What the task requires:
Could you retype exactly the lines below between the one holding "middle mcp: (993, 671)" and the one holding "pinky pip: (249, 461)", inclusive, leaving out any pictures?

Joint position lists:

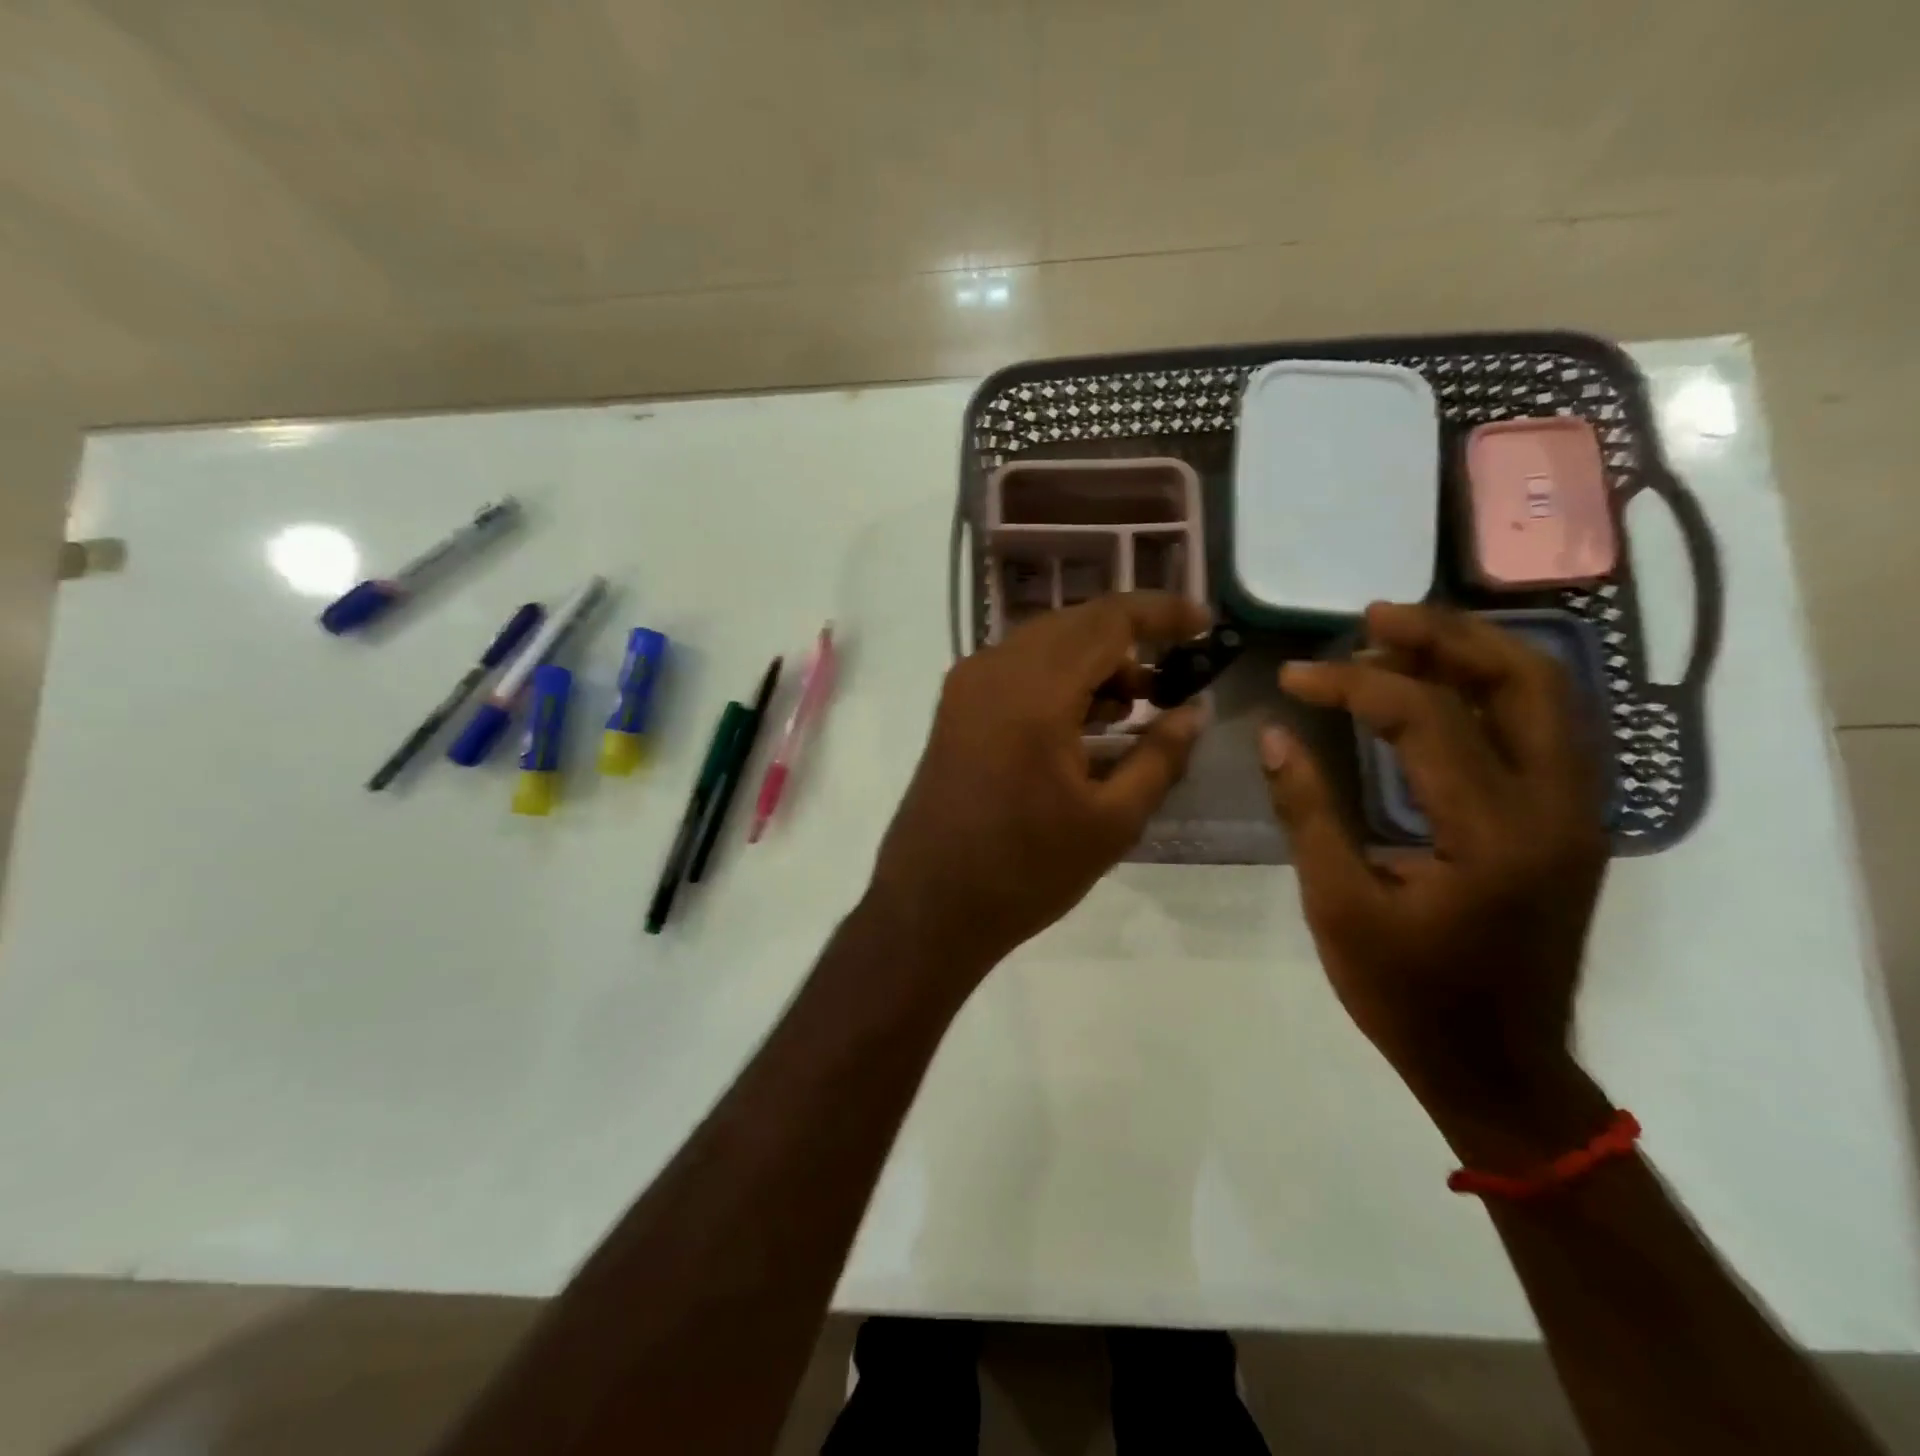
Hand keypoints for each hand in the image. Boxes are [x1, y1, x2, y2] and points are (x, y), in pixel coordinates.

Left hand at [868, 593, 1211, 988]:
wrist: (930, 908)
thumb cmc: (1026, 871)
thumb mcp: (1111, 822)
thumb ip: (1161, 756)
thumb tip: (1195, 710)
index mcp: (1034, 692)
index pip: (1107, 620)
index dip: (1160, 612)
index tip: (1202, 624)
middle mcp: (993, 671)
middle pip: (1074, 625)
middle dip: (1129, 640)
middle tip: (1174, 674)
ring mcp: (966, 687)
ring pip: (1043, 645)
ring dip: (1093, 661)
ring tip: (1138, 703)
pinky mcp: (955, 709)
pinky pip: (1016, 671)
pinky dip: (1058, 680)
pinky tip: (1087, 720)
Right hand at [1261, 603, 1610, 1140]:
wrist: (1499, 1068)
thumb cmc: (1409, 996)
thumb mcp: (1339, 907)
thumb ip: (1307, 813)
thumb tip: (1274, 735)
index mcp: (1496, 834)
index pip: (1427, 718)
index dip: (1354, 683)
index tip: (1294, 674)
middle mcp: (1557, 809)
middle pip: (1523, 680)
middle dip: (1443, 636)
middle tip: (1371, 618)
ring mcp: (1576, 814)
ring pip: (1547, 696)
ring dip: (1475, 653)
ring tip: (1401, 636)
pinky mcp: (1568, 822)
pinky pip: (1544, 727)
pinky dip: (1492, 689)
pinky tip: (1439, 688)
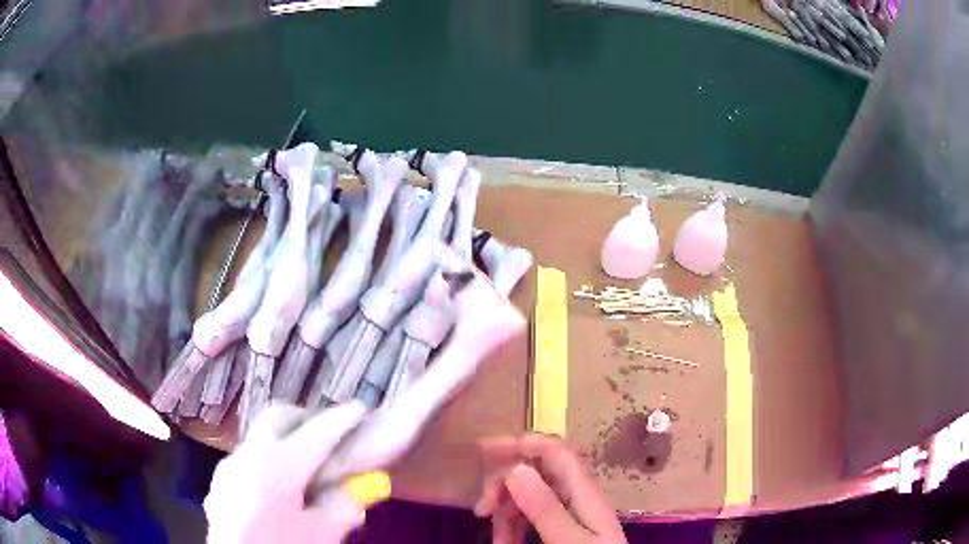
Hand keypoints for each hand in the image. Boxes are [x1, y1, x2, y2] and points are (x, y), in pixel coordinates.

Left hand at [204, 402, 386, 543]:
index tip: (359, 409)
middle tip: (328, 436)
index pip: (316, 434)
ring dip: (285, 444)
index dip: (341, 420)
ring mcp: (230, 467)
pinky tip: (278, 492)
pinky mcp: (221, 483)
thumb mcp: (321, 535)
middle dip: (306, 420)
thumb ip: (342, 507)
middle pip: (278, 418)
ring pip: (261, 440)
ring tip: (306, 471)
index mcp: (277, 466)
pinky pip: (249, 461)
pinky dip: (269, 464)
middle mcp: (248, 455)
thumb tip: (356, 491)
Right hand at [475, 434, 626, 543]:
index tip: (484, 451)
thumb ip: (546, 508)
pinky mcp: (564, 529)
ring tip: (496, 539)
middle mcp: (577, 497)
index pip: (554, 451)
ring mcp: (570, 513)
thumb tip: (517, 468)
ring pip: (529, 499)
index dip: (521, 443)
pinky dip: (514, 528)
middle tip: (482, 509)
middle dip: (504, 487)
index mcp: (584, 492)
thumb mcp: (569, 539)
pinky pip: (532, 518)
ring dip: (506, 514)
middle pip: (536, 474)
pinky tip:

Solution for this exercise:
middle mcp: (993, 671)
middle pip: (1074, 625)
middle dip: (1129, 640)
middle tip: (1174, 674)
ring mcp: (966, 687)
ring pip: (1043, 645)
ring dip: (1093, 661)
ring tip: (1138, 703)
pinky mcp: (955, 709)
pinky pip: (1016, 671)
pinky dip: (1058, 680)
pinky tip: (1087, 720)
Right hand at [1261, 603, 1610, 1140]:
wrist: (1499, 1068)
thumb cmc: (1409, 996)
thumb mcp: (1339, 907)
thumb ip: (1307, 813)
thumb tip: (1274, 735)
index mcp: (1496, 834)
index pip: (1427, 718)
index dip: (1354, 683)
index tip: (1294, 674)
middle mcp: (1557, 809)
middle pip: (1523, 680)
middle dip: (1443, 636)
middle tip: (1371, 618)
ring mcp: (1576, 814)
ring pip: (1547, 696)
ring dip: (1475, 653)
ring tip: (1401, 636)
pinky mcp: (1568, 822)
pinky pip: (1544, 727)
pinky dip: (1492, 689)
pinky tip: (1439, 688)
Hand keypoints for each hand in the image. Boxes are [x1, y1, x2, y2] and points are (x, y), in pixel coordinates.

Left hand at [204, 402, 386, 543]:
index tip: (359, 409)
middle tip: (328, 436)
index pip: (316, 434)
ring dip: (285, 444)
index dip: (341, 420)
ring mcp: (230, 467)
pinky tip: (278, 492)
pinky mcp: (221, 483)
thumb mcp: (321, 535)
middle dip: (306, 420)
thumb ip: (342, 507)
middle pip: (278, 418)
ring pip: (261, 440)
ring tip: (306, 471)
index mcp: (277, 466)
pinky pip: (249, 461)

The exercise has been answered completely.